Tentu saja, busana memiliki tempatnya. Namun, apakah kita lebih menghargai busana daripada esensi yang kita bawa? Apakah kita lebih fokus pada penampilan daripada nilai-nilai moral kita? Ini adalah pertanyaan yang seharusnya kita renungkan di awal tahun baru.
Mungkin kita perlu ingat bahwa mengganti busana tidak akan mengubah siapa diri kita yang sebenarnya. Mengapa kita begitu terobsesi dengan penampilan luar, sementara isi diri kita bisa saja kering dan tandus?
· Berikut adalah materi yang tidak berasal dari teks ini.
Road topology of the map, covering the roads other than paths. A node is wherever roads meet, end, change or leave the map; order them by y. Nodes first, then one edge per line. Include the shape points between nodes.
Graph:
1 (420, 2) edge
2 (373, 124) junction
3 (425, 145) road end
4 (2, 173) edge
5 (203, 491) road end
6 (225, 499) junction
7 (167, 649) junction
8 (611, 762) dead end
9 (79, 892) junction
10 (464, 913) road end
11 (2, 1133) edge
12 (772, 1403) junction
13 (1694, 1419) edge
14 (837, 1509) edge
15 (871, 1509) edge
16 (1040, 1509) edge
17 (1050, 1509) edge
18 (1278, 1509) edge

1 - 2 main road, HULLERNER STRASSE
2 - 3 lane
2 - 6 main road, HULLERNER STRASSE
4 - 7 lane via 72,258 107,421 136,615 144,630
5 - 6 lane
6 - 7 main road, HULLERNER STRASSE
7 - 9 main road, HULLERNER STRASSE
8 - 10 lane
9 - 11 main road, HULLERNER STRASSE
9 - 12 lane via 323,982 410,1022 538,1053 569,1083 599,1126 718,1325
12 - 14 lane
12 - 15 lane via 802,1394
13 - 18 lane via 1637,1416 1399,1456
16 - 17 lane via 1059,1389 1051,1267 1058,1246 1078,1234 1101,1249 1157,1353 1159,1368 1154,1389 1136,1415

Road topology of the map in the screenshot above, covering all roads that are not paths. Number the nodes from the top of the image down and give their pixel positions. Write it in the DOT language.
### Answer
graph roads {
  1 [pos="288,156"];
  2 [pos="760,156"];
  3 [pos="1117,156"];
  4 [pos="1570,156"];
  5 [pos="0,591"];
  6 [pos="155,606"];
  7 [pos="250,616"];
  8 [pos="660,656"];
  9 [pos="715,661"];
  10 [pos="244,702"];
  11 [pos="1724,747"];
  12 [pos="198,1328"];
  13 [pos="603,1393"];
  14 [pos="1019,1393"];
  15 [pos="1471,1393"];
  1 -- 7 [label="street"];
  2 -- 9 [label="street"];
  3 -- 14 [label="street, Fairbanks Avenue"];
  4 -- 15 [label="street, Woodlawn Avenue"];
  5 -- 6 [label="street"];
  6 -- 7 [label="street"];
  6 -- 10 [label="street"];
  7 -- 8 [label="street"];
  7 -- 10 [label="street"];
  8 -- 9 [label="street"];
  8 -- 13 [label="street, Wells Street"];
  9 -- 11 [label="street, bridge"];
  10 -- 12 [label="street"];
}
Perayaan tahun baru sering kali berujung pada kesia-siaan. Alih-alih mengisi diri dengan pemikiran baru, kita lebih suka mengisi perut dengan makanan dan minuman. Tidakkah kita seharusnya berisi lebih dari sekadar makanan?
Apa sebenarnya harapan baru jika kita tidak berani mengubah diri? Merayakan tahun baru dengan harapan semu hanyalah ilusi yang membuat kita merasa lebih baik, padahal di dalam hati kita tahu bahwa tidak ada yang berubah.
Kualitas pemikiran menentukan kualitas ideologi kita. Namun, ketika kita tidak mau merenung dan mengevaluasi, bagaimana kita bisa berharap untuk memiliki ideologi yang kuat? Kita terjebak dalam kebodohan kolektif yang terus menerus berulang.